Currently, India’s zones are based on rainfall and soil type: A1 for arid regions in Rajasthan, A for semi-arid regions in North and Central India, and B for semi-arid regions with heavy soils in South India.

“The proposed new zones take into account the complexity of the system in response to changing climate conditions. While the existing zoning for the A1 and B zones is generally still applicable, the suggestion is to modify the A zone.

“The existing A zone can be broken down into three distinct subzones: G, AE1, and AE2, covering the states in North and Central India. The G zone encompasses Gujarat, AE1 covers East Rajasthan and Haryana, and AE2 covers Uttar Pradesh,” said Vincent Garin, Post-Doctoral Fellow at ICRISAT.

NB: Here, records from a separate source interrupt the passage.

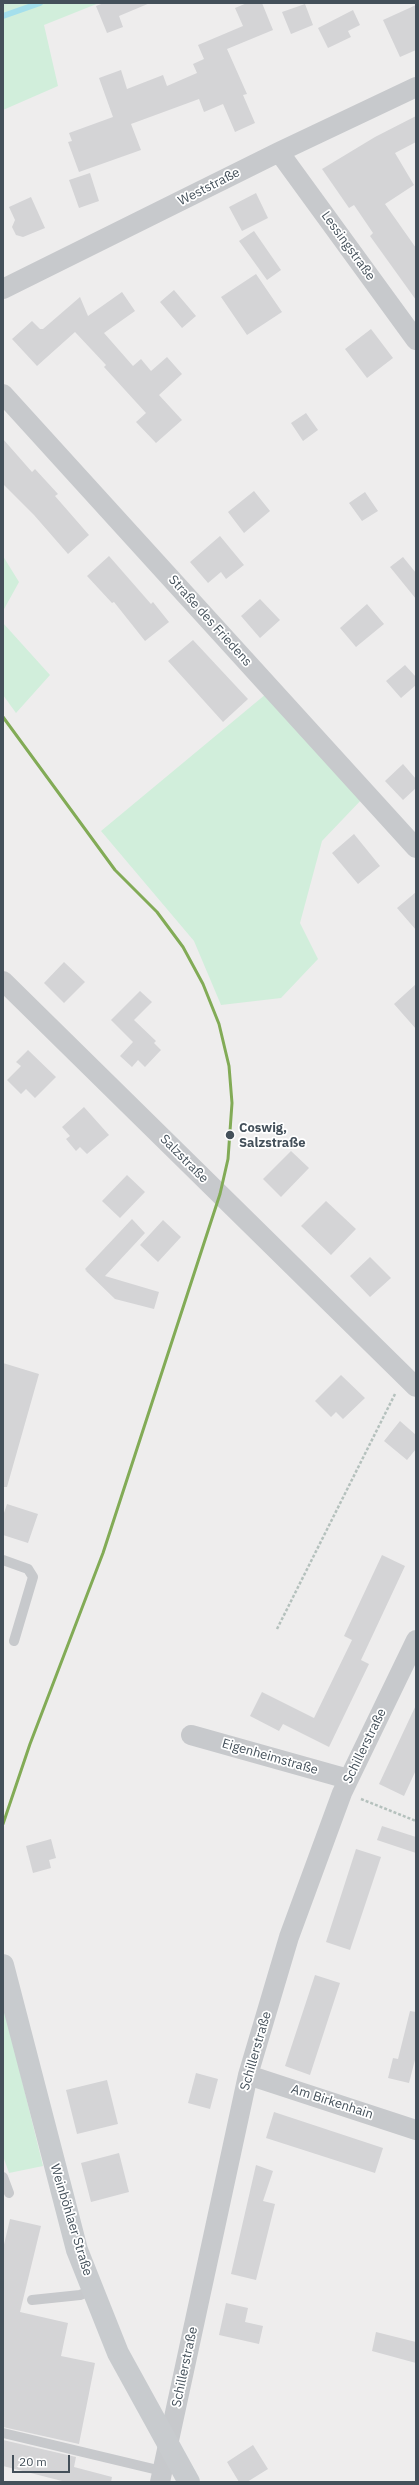 <!DOCTYPE html>
<meta charset="utf-8">
<style>
body{margin:0}
#map{position:relative;width:419px;height:2485px;overflow:hidden;background:#eeeded;font-family:"IBM Plex Sans",sans-serif}
canvas{display:block}
.frame{position:absolute;inset:0;border:4px solid #44505a;pointer-events:none}
.scale{position:absolute;left:12px;top:2455px;width:58px;height:18px;box-sizing:border-box;border:2px solid #44505a;border-top:0;padding-left:5px;font-size:12px;line-height:14px;white-space:nowrap;color:#44505a;-webkit-text-stroke:3px #fff;paint-order:stroke}
</style>
<div id="map">
<canvas width="419" height="2485"></canvas>
<div class="frame"></div>
<div class="scale">20 m</div>
</div>
<script>
const c = document.querySelector('canvas').getContext('2d');
c.lineJoin = 'round';
function fill(path, color) {
  c.fillStyle = color;
  c.fill(path, 'evenodd');
}
function shape(rows) {
  const path = new Path2D();
  for (const r of rows) {
    path.moveTo(r[0], r[1]);
    for (let i = 2; i < r.length; i += 2) path.lineTo(r[i], r[i + 1]);
  }
  return path;
}
function strokePath(path, color, width, dash) {
  c.strokeStyle = color;
  c.lineWidth = width;
  c.lineCap = dash ? 'butt' : 'round';
  c.setLineDash(dash || []);
  c.stroke(path);
}
function label(font, color, halo, rows, align = 'center') {
  c.font = font + ' "IBM Plex Sans",sans-serif';
  c.lineWidth = 3.5;
  c.setLineDash([]);
  c.textBaseline = 'middle';
  c.strokeStyle = halo;
  c.fillStyle = color;
  for (const [text, x, y, turn = 0] of rows) {
    c.save();
    c.translate(x, y);
    c.rotate((+turn || 0) * Math.PI / 180);
    c.textAlign = isNaN(turn) ? turn : align;
    if (halo) c.strokeText(text, 0, 0);
    c.fillText(text, 0, 0);
    c.restore();
  }
}
fill(shape([
 [3,3,99,3,44,25,58,86,3,110],
 [3,556,19,582,3,611],
 [3,623,50,675,16,713,3,695],
 [272,689,364,797,322,841,300,923,318,959,281,998,221,1005,194,941,101,831],
 [3,2003,43,2166,9,2173,3,2156]
]), '#d1eedb');
strokePath(shape([
 [3,16,40,3]
]), '#a4dfec', 6);
fill(shape([
 [104,3,150,3,119,16,123,27,107,33,96,6],
 [247,3,262,3,273,30,227,49,247,94,243,95,255,123,235,132,223,104,204,112,199,99,131,124,141,150,79,172,68,142,72,141,69,133,113,117,99,78,121,70,127,89,163,75,167,86,197,73,193,64,204,59,198,45,243,26,235,8],
 [305,4,313,25,291,34,282,12],
 [416,5,416,50,400,57,383,20],
 [353,10,360,25,348,31,351,37,328,48,318,28],
 [416,116,416,142,395,153,414,185,385,204,416,248,416,300,370,236,373,233,354,205,349,208,322,169,375,137],
 [90,173,99,201,79,208,69,180],
 [256,193,268,218,242,231,229,207],
 [31,197,45,228,23,237,16,235,12,227,15,220,9,207],
 [254,231,281,270,267,280,239,241],
 [256,274,282,312,247,335,221,297],
 [174,290,196,316,182,328,160,302],
 [122,292,135,311,104,333,133,366,141,359,151,371,167,357,182,374,159,395,182,420,156,443,136,422,146,413,104,367,106,365,75,332,37,366,12,339,32,321,40,329,43,329,80,297,88,316],
 [371,329,393,358,367,378,345,349],
 [306,413,318,430,303,441,291,423],
 [3,439,32,472,35,469,58,494,55,496,89,535,68,554,34,515,3,484],
 [254,491,270,511,244,533,228,512],
 [365,492,378,511,362,521,349,503],
 [220,536,244,565,226,579,221,572,208,583,190,562],
 [109,556,151,604,153,602,169,622,145,641,114,602,112,603,87,576],
 [403,557,416,573,416,599,390,567],
 [260,599,280,620,260,638,241,616],
 [367,604,384,624,356,647,340,628],
 [193,640,248,699,223,722,168,661],
 [405,665,416,677,416,685,401,698,386,681],
 [403,764,416,779,416,788,403,800,385,781],
 [354,834,380,866,358,884,332,853],
 [416,892,416,930,397,908],
 [64,962,85,982,64,1003,44,983],
 [416,984,416,1029,394,1004],
 [140,991,152,1002,134,1020,156,1041,154,1043,161,1050,145,1067,138,1060,132,1067,120,1056,133,1042,111,1020],
 [28,1050,56,1077,35,1098,26,1089,21,1094,7,1080,21,1066,16,1062],
 [84,1107,109,1135,87,1154,80,1147,76,1151,66,1139,70,1136,62,1127],
 [291,1151,309,1168,281,1197,263,1179],
 [127,1175,145,1192,120,1218,102,1201],
 [326,1201,356,1229,331,1255,301,1226],
 [132,1219,145,1233,105,1276,159,1292,154,1309,115,1299,85,1270,87,1271,85,1269],
 [163,1220,181,1237,158,1262,140,1245],
 [370,1257,391,1278,370,1297,350,1276],
 [3,1363,39,1374,7,1487,3,1487],
 [341,1375,365,1398,343,1419,336,1412,331,1417,315,1401],
 [400,1421,416,1435,416,1449,407,1460,384,1441],
 [7,1504,38,1514,28,1543,3,1535,3,1516],
 [382,1555,405,1566,361,1660,369,1664,329,1747,283,1724,279,1731,250,1716,262,1692,314,1718,352,1640,344,1636],
 [416,1705,416,1770,404,1796,379,1784],
 [382,1826,416,1837,416,1853,377,1840],
 [51,1839,56,1858,49,1860,51,1868,33,1873,26,1846],
 [356,1849,381,1857,350,1950,326,1942],
 [315,1975,340,1983,310,2075,285,2066],
 [410,2011,416,2012,416,2056,409,2083,388,2078,393,2058,398,2059],
 [196,2073,218,2079,210,2109,188,2103],
 [107,2080,118,2124,77,2134,66,2090],
 [274,2112,383,2148,375,2173,266,2138],
 [119,2153,129,2192,91,2202,81,2163],
 [256,2165,273,2171,263,2201,275,2204,256,2280,231,2274],
 [10,2219,41,2226,20,2312,68,2323,61,2356,95,2363,79,2444,3,2427,3,2249],
 [226,2303,248,2308,245,2322,263,2326,259,2344,219,2335],
 [376,2332,416,2342,416,2363,372,2351],
 [3,2440,76,2457,74,2467,112,2477,111,2482,66,2482,3,2466],
 [253,2445,268,2469,247,2482,239,2482,227,2462]
]), '#d4d4d6');
strokePath(shape([
 [277,1629,395,1394],
 [361,1799,416,1821]
]), '#b5c1bd', 2.5, [3, 2]);
strokePath(shape([
 [3,1560,28,1569,33,1577,14,1641],
 [3,2177,9,2193],
 [32,2300,80,2295,93,2290],
 [3,2433,162,2471]
]), '#c7c9cc', 10);
strokePath(shape([
 [279,152,416,340],
 [3,289,279,152,416,87],
 [3,394,416,848],
 [3,981,416,1387],
 [191,1735,348,1779],
 [248,2075,416,2130],
 [160,2482,248,2075,289,1937,342,1793,416,1640]
]), '#c7c9cc', 20);
strokePath(shape([
 [3,1965,77,2250,118,2353,189,2482]
]), '#c8cbce', 22);
strokePath(shape([
 [3,717,115,870,157,912,183,947,203,984,219,1024,229,1066,232,1103,228,1159,220,1194,103,1553,30,1744,3,1824]
]), '#82ab56', 3);
for (const [x, y, r, color] of [
 [230,1135,5,"#44505a"]
]) {
  const dot = new Path2D();
  dot.arc(x, y, r, 0, 2 * Math.PI);
  c.fillStyle = color;
  c.fill(dot);
  strokePath(dot, '#fff', 1.5);
}
label('13px', '#44505a', '#fff', [
 ["Weststraße",209,187,-27],
 ["Lessingstraße",348,246,54],
 ["Straße des Friedens",210,621,48],
 ["Salzstraße",184,1159,45],
 ["Schillerstraße",365,1746,-64],
 ["Eigenheimstraße",270,1757,16],
 ["Schillerstraße",256,2051,-74],
 ["Am Birkenhain",332,2102,18],
 ["Weinböhlaer Straße",71,2220,73],
 ["Schillerstraße",185,2367,-78]
]);
label('bold 13px', '#44505a', '#fff', [
 ["Coswig,",239,1128],
 ["Salzstraße",239,1143]
], 'left');
</script>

The new zoning framework identifies ‘AE1’ as the core of India’s pearl millet production, where favorable climate and soil conditions, along with improved pearl millet varieties, have led to significant yield increases.

‘AE2’ shows promising yield progress and better farming practices, offering potential for export-oriented gains.

The G zone is experiencing more rainfall due to climate changes, which may lead farmers to shift towards cash crops and limit pearl millet cultivation to the summer season.

This research was funded through collaborations between ICAR, ICRISAT, the Swiss National Science Foundation, the Czech University of Life Sciences Prague, and the Crops to End Hunger initiative.